Beetle Black

Farrow & BallNo. G16LRV 11
LRV11dark
Undertonegray
FamilyCool Grays
Best roomsliving room, bedroom, dining room
In the Room

What Beetle Black Actually Looks Like

Beetle Black is not really black. It reads as a deep, smoky grey with green and blue working underneath, and the name oversells the darkness. On a chip it looks like a flat charcoal. On a wall it does something more complicated.

In morning light, especially in an east-facing room, you will notice the green pulls forward and the color feels cooler and softer. By afternoon it deepens and the grey takes over, looking more solid and less tinted. Under warm artificial light at night it shifts again, going almost brown-black in the corners while the lit areas hold their grey. This is the multi-pigment formula at work. F&B layers several pigments rather than mixing a single black, so the color never sits still the way a one-note paint does.

The Estate Emulsion finish matters here more than usual. That chalky matte surface absorbs light instead of bouncing it, which softens the whole wall and removes any plasticky sheen. Run your hand near it and you almost expect texture. In person Beetle Black looks deeper and moodier than its LRV suggests, and considerably more alive than the swatch.

Undertone Read

Beetle Black Undertones

The undertone story is green-grey with a cool blue edge. It is not a warm black and it is not a true neutral. Whether the green or the blue dominates depends entirely on what you put next to it. Pair it with warm wood or a creamy white and the green reads clearly. Pair it with cool greys or stark white and the blue steps forward and the color feels colder.
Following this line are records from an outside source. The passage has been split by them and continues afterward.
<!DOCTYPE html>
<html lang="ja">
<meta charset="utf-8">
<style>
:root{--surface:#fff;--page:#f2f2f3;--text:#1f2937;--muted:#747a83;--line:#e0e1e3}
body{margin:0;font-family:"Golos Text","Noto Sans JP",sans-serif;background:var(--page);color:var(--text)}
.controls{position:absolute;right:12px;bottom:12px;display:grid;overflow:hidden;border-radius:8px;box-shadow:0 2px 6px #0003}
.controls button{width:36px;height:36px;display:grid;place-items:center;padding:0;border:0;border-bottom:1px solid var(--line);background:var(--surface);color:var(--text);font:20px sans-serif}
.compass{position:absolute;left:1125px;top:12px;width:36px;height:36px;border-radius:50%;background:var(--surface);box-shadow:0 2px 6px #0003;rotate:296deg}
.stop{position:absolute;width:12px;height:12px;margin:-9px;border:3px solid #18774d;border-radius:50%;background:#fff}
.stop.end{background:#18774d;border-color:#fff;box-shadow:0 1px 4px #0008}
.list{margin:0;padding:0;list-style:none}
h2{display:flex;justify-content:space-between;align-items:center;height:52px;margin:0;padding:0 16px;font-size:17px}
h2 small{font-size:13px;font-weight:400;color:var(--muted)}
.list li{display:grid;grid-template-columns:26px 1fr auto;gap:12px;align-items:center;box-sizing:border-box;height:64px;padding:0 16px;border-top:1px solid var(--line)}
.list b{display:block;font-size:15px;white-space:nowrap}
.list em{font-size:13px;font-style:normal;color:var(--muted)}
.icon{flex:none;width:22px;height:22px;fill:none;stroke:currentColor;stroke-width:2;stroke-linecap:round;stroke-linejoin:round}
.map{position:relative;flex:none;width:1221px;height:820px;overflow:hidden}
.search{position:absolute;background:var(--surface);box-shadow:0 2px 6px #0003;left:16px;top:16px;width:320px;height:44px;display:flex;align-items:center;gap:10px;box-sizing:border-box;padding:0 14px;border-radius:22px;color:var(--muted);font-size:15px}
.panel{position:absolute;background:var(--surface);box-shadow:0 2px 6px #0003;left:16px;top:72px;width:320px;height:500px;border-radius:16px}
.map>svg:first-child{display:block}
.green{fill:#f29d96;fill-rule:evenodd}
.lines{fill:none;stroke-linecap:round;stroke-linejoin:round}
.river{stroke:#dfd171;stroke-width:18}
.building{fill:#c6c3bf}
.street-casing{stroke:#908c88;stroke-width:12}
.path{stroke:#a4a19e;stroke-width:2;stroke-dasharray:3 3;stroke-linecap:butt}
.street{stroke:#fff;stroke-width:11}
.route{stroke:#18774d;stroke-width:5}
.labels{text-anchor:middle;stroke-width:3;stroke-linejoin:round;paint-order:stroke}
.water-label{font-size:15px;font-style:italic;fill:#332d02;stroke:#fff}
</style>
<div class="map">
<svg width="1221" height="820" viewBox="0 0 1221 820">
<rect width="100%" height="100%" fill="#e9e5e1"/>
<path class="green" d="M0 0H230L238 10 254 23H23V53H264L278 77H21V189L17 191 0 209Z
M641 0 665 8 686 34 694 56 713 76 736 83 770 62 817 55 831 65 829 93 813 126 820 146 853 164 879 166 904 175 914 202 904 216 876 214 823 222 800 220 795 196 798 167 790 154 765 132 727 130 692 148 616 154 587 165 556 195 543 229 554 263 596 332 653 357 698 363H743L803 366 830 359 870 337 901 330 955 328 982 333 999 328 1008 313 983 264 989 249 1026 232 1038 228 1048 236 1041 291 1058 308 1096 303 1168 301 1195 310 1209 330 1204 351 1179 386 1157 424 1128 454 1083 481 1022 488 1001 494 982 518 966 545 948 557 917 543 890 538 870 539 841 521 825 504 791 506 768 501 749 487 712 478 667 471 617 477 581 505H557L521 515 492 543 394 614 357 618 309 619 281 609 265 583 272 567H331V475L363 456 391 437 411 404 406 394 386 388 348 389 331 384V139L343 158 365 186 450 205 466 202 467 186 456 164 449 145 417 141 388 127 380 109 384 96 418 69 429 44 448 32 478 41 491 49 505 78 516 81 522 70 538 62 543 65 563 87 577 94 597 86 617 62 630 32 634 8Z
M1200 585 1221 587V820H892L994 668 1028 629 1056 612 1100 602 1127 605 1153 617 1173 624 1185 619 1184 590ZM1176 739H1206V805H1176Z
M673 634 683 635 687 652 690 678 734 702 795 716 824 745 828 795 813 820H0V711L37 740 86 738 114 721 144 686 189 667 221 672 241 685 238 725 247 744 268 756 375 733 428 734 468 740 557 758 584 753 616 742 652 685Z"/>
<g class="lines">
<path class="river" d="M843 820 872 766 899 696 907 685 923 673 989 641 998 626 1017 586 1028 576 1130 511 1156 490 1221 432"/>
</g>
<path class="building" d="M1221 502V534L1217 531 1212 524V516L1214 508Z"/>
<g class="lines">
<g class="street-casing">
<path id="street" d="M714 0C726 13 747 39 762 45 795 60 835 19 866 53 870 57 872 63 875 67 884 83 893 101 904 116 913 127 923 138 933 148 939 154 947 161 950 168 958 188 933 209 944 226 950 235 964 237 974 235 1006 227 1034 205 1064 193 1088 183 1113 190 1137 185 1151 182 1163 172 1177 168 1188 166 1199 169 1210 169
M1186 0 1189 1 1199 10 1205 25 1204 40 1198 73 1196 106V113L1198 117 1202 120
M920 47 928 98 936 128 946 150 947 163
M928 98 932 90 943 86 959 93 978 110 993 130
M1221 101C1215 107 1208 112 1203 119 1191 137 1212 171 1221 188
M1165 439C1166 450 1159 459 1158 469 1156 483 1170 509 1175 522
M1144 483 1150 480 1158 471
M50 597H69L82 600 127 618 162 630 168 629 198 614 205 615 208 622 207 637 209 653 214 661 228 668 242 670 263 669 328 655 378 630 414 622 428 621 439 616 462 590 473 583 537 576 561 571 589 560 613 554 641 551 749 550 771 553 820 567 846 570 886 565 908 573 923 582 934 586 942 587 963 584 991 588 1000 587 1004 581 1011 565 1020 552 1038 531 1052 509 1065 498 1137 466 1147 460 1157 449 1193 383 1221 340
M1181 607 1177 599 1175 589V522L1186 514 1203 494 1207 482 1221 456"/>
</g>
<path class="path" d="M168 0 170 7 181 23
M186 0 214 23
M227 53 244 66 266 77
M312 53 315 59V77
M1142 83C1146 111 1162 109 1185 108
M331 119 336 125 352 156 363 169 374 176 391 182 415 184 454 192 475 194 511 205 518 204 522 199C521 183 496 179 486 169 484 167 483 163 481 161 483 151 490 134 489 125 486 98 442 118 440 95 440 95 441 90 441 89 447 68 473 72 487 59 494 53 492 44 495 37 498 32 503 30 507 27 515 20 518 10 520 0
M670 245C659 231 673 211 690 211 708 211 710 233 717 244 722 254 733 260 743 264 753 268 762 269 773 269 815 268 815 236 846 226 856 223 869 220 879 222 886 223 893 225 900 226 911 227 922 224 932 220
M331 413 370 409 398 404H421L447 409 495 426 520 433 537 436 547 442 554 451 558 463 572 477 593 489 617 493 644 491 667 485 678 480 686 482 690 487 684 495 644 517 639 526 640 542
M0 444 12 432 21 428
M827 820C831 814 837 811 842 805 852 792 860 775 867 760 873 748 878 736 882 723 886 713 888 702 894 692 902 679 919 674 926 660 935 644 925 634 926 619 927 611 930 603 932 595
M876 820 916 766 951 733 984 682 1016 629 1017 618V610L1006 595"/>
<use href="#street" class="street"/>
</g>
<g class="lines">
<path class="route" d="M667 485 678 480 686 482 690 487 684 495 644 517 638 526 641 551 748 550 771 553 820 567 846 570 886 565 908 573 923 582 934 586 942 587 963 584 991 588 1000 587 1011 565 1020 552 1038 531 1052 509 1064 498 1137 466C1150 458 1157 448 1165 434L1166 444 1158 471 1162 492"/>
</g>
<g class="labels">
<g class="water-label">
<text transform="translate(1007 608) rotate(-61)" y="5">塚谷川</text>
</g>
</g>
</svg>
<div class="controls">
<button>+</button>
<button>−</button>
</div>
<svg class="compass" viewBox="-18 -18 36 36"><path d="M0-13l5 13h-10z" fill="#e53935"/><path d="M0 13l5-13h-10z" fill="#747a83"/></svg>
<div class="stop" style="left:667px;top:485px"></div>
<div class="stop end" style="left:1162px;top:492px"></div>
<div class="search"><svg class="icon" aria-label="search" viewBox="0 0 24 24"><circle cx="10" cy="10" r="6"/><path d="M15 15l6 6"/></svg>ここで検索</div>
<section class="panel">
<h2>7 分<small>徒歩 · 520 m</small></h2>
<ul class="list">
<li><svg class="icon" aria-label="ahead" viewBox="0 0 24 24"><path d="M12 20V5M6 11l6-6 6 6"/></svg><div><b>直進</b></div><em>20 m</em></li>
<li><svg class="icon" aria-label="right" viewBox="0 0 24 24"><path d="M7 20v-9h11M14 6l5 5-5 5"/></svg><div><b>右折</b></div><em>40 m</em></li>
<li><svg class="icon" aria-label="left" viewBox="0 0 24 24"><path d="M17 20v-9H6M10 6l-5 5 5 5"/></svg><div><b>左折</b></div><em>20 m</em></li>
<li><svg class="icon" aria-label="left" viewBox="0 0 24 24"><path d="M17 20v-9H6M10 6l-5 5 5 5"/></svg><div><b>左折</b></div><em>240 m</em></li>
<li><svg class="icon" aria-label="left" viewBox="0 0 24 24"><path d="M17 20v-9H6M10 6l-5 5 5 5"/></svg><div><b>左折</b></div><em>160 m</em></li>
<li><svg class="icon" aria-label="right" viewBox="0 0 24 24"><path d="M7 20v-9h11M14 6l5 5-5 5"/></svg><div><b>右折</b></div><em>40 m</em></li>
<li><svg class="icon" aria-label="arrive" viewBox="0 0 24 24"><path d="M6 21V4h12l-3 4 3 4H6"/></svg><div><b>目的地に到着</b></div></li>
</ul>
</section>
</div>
This matters for trim and furnishings. A bright, blue-white trim will fight the warmth and push Beetle Black toward an aquarium grey. A softer, yellow-based white calms it down and lets the green-grey settle. Brass, aged bronze, and natural oak all pull out the warmer side. Chrome and polished nickel emphasize the cool side. Decide which version of the color you want, then choose the metals and woods to steer it there.

Where It Shines

Where Beetle Black Works Best

This is a color for rooms you want to feel enclosed and quiet. Studies, dining rooms, hallways, powder rooms, and bedrooms all suit it. In a north-facing room it will read genuinely dark and cool, so commit to the drama and add warm light rather than fighting it. In a south-facing room it relaxes, holds more grey, and feels less heavy through the day.

Ceiling height and room size change the experience. In a small room with a low ceiling, Beetle Black wraps everything and makes the space feel intimate, which works if that is your goal. Take it onto the ceiling and trim in the same color and a small room loses its boundaries in a good way. In a large, bright room it behaves more like a deep accent grey than a dark cocoon. Either works. Just know which one you are getting before you commit four walls.

living roombedroomdining roomstudy
Pairing Guide

What to Pair With Beetle Black

For trim, F&B recommends Old White, and it is the right call. Old White is a warm, slightly green-grey off-white that shares DNA with Beetle Black, so the two sit together without contrast harshness. It pulls out the green undertone and keeps the whole scheme grounded. If you want more separation, a crisper white like Wimborne White works, but expect the cool side of Beetle Black to show more.

For furniture, lean into warm wood. Oak, walnut, and aged leather all read richly against this color. Brass hardware and antique bronze lighting feel at home. For flooring, natural wood tones and warmer stones do more for the room than cold grey tile. If you want a coordinating F&B color, try Off-Black for a near-tonal scheme, Setting Plaster for a soft pink contrast that flatters the green-grey, or a deep green like Studio Green for a layered, low-light look. Old White on the woodwork ties any of these together.

What to Avoid

Colors That Clash With Beetle Black

Stark, blue-white brilliant whites are the most common mistake. They make Beetle Black look cold and slightly dirty, and the contrast turns clinical. Cool pastels fight it too, especially baby blues and lavenders, which clash with the underlying green. Avoid pairing it with orange-heavy woods like honey pine or strong yellow-toned beech, which pull the green into an unappealing olive. And do not put it next to a true jet black, because the comparison drains Beetle Black of its color and makes it look like a faded mistake rather than a deliberate grey.